◆ Problem: When a line of the records below contains the string "Right", copy that whole line.

◆ Given entries:

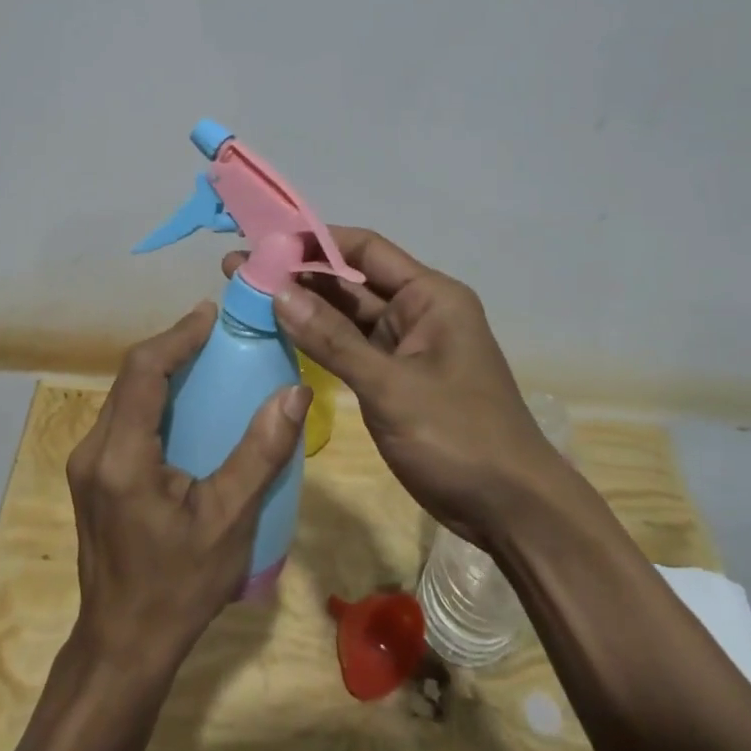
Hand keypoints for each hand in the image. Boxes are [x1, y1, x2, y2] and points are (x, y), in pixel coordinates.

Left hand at [66, 303, 309, 676]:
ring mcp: (86, 464)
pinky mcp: (92, 476)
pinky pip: (122, 418)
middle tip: (216, 333)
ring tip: (205, 359)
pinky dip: (153, 399)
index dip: (177, 335)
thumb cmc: (179, 588)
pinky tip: (185, 407)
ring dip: (160, 371)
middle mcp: (94, 450)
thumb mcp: (229, 522)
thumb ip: (260, 453)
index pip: (143, 371)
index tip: (211, 314)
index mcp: (121, 457)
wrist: (123, 645)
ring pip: (123, 396)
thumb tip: (294, 392)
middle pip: (129, 378)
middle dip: (171, 347)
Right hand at [223, 228, 565, 551]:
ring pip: (346, 316)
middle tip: (238, 268)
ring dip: (302, 307)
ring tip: (246, 294)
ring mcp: (405, 347)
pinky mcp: (394, 379)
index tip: (264, 240)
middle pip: (350, 281)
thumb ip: (332, 340)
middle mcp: (417, 312)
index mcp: (430, 297)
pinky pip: (349, 348)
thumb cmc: (459, 437)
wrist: (511, 510)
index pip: (365, 249)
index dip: (314, 240)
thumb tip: (277, 293)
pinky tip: (278, 333)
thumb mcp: (391, 387)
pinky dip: (317, 340)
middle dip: (298, 274)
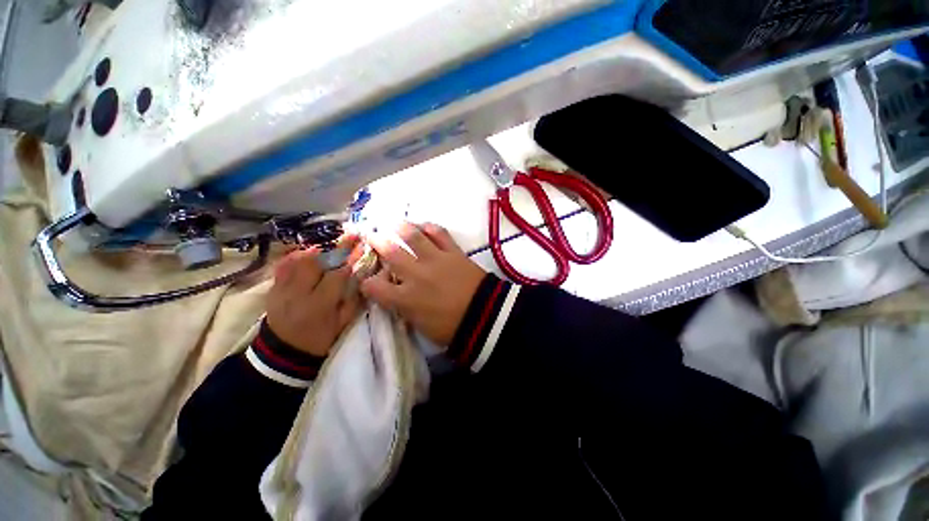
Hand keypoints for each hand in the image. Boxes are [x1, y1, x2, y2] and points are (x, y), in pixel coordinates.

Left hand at [266, 243, 361, 356]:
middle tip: (348, 237)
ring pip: (297, 260)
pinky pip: (283, 265)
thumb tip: (361, 275)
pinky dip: (296, 256)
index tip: (361, 248)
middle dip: (334, 248)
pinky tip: (307, 252)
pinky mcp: (272, 288)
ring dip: (316, 249)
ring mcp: (281, 289)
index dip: (350, 260)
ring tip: (329, 244)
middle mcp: (297, 293)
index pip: (336, 275)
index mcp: (318, 305)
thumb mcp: (343, 323)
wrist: (284, 352)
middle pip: (314, 262)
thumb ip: (353, 299)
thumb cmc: (319, 338)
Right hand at [360, 223, 485, 345]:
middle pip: (390, 252)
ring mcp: (435, 260)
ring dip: (401, 228)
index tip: (369, 280)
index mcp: (406, 298)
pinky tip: (424, 226)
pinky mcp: (453, 252)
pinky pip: (440, 233)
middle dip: (376, 242)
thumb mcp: (421, 325)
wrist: (484, 315)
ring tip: (395, 224)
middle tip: (372, 235)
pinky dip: (430, 227)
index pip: (374, 287)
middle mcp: (416, 274)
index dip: (367, 282)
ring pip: (413, 236)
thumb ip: (405, 309)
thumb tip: (396, 297)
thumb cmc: (451, 328)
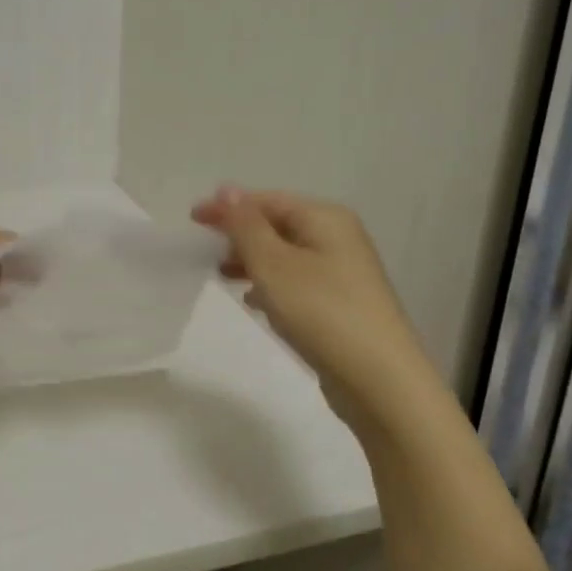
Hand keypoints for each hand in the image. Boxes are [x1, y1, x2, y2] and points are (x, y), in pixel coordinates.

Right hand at [192, 187, 427, 415]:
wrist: (379, 380)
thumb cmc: (321, 312)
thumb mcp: (273, 264)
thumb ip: (245, 225)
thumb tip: (227, 190)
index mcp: (325, 218)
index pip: (267, 200)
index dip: (228, 207)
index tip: (192, 219)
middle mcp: (338, 238)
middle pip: (278, 225)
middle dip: (241, 235)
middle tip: (207, 252)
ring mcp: (343, 272)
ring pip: (286, 255)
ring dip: (253, 261)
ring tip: (224, 277)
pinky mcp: (342, 304)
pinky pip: (297, 281)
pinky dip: (272, 285)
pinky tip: (256, 303)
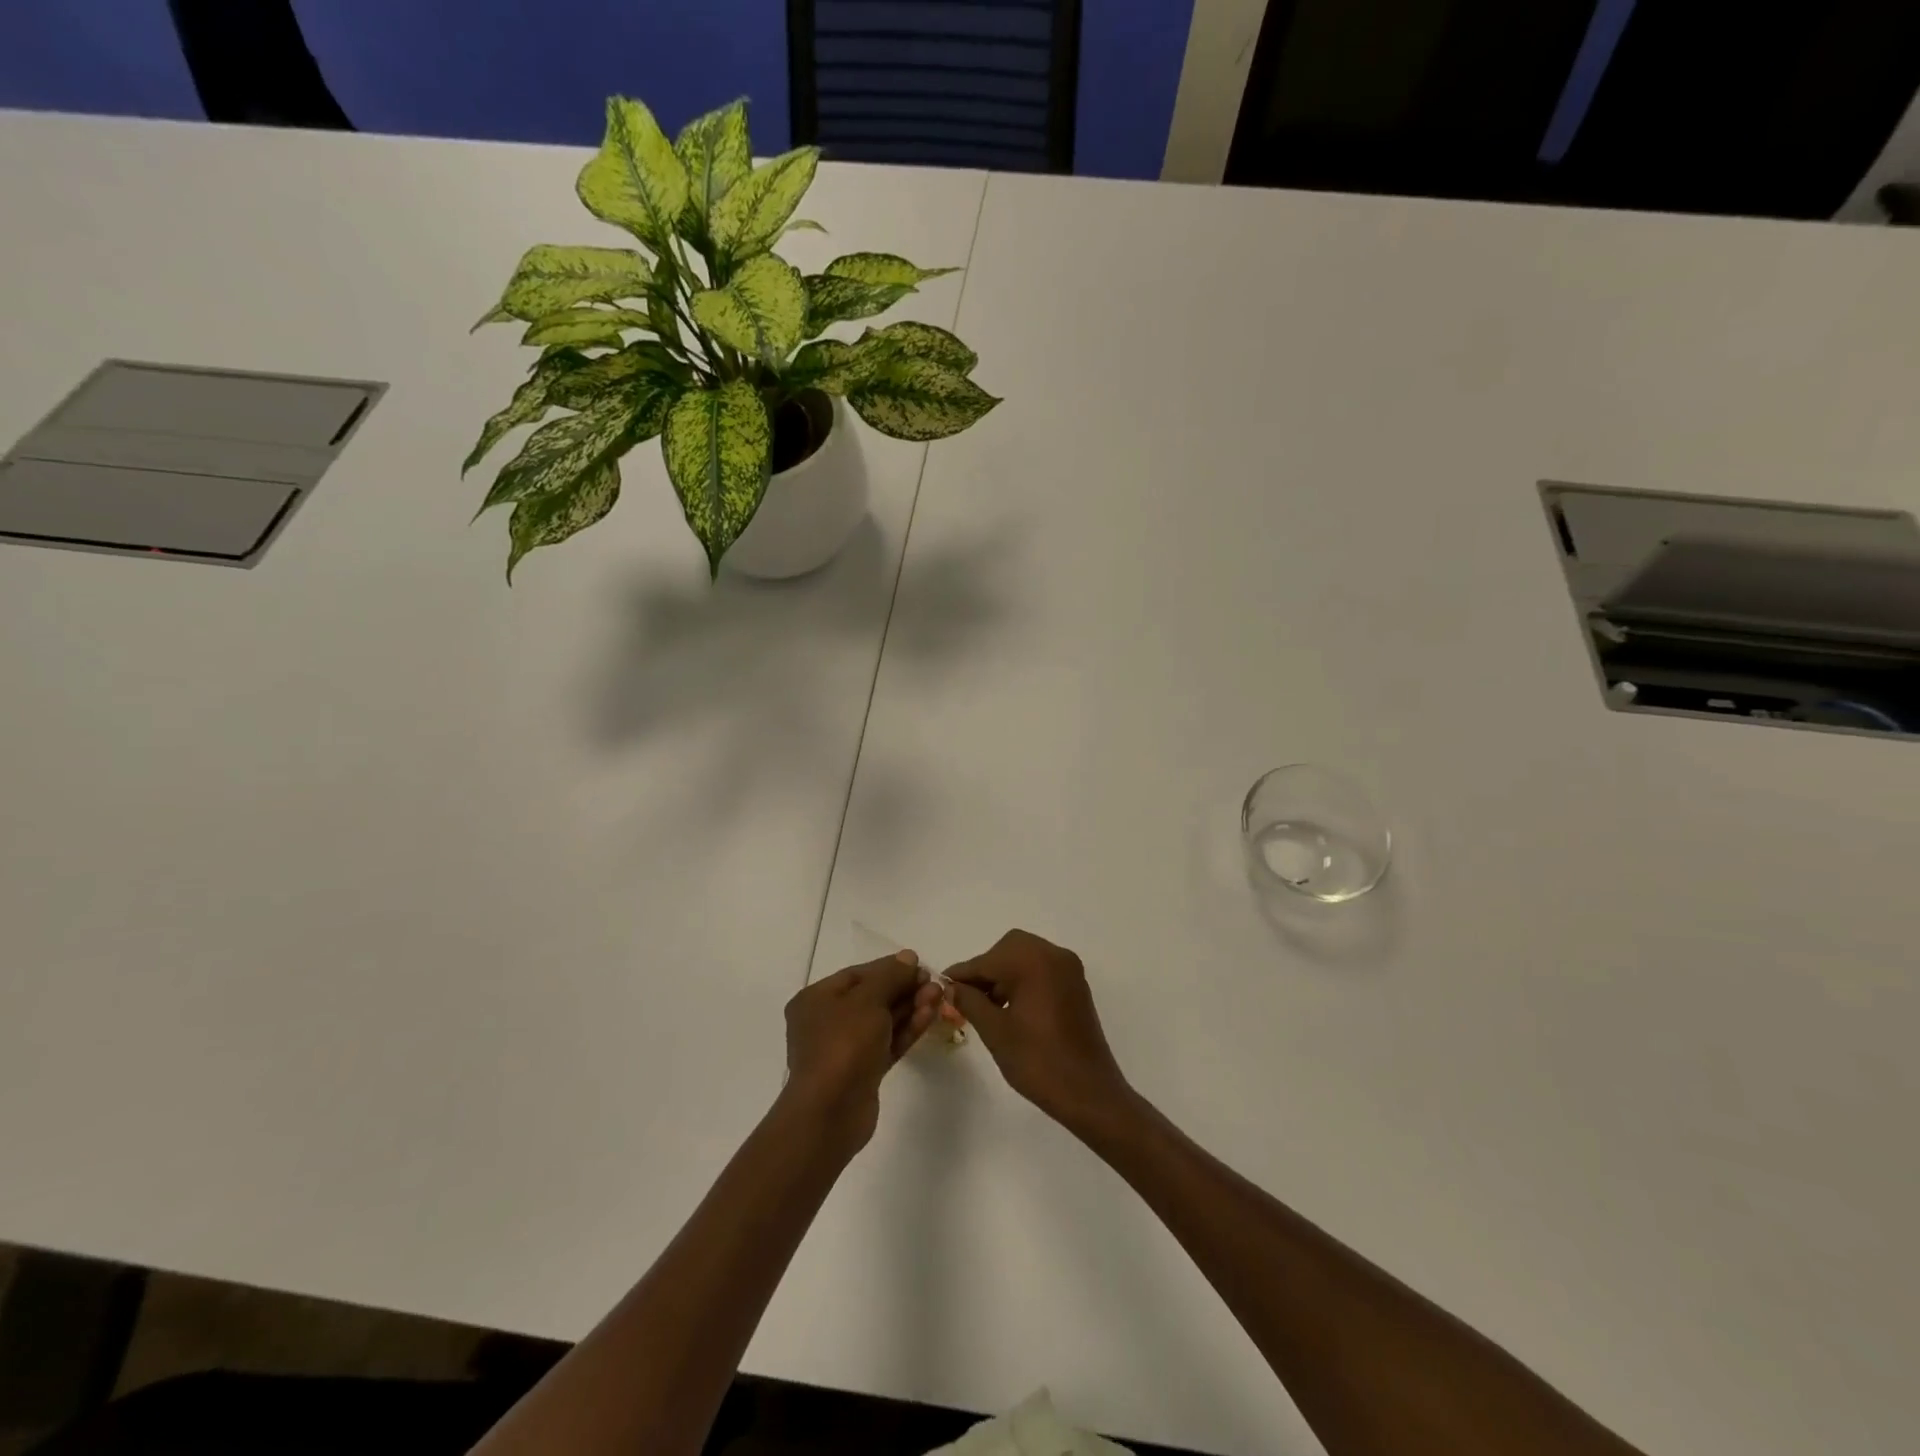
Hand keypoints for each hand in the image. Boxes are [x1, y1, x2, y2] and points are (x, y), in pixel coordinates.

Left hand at [782, 951, 943, 1152]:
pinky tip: (929, 1016)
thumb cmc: (843, 1045)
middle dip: (904, 989)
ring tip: (939, 997)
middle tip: (934, 984)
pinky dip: (906, 1029)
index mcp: (816, 999)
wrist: (831, 1112)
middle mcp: (827, 1021)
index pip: (858, 975)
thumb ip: (890, 976)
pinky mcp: (863, 1071)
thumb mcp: (868, 1000)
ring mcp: (845, 1048)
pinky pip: (887, 1042)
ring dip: (910, 1007)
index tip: (920, 965)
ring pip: (882, 1021)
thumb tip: (908, 957)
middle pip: (872, 997)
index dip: (890, 968)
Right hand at [946, 930, 1134, 1133]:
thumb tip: (952, 987)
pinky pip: (1042, 970)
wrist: (1089, 1093)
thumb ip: (970, 1002)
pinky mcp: (1077, 985)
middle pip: (1009, 949)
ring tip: (987, 1007)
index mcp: (1033, 962)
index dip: (962, 974)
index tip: (941, 985)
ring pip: (1026, 957)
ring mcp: (1069, 969)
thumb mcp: (996, 1032)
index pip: (987, 960)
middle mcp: (1054, 955)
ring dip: (1004, 974)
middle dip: (986, 970)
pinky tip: (1011, 1008)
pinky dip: (1024, 980)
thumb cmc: (1038, 1062)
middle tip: (967, 997)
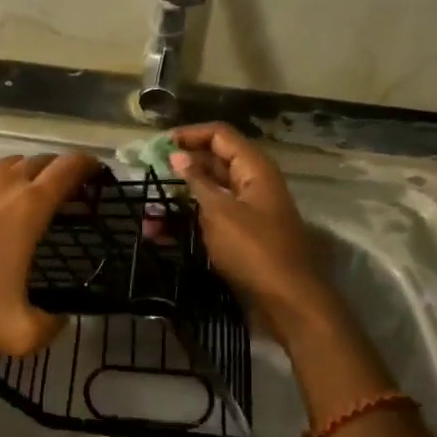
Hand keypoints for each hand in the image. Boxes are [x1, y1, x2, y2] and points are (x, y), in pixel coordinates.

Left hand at [0, 151, 98, 356]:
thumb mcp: (18, 333)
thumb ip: (51, 327)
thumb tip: (61, 320)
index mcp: (30, 206)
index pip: (69, 169)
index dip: (88, 166)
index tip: (97, 174)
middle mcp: (4, 182)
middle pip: (41, 162)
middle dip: (59, 173)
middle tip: (66, 195)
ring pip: (9, 163)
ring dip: (25, 174)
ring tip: (27, 196)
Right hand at [169, 123, 328, 322]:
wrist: (289, 301)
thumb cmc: (254, 250)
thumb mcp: (220, 212)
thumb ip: (198, 181)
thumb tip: (177, 155)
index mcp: (254, 169)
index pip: (219, 135)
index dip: (189, 135)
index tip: (157, 146)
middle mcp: (253, 183)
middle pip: (215, 160)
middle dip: (182, 165)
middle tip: (148, 173)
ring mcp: (250, 209)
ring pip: (211, 191)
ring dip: (181, 195)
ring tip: (150, 208)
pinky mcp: (243, 234)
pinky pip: (213, 216)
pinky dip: (190, 218)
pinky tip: (163, 231)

◆ Exercise answer:
Right hand at [223, 228, 565, 551]:
Right hand at [360, 223, 485, 345]:
Right hand at [192, 187, 427, 415]:
Right hand at [946, 930, 1134, 1133]:
Right hand at [169, 123, 328, 322]:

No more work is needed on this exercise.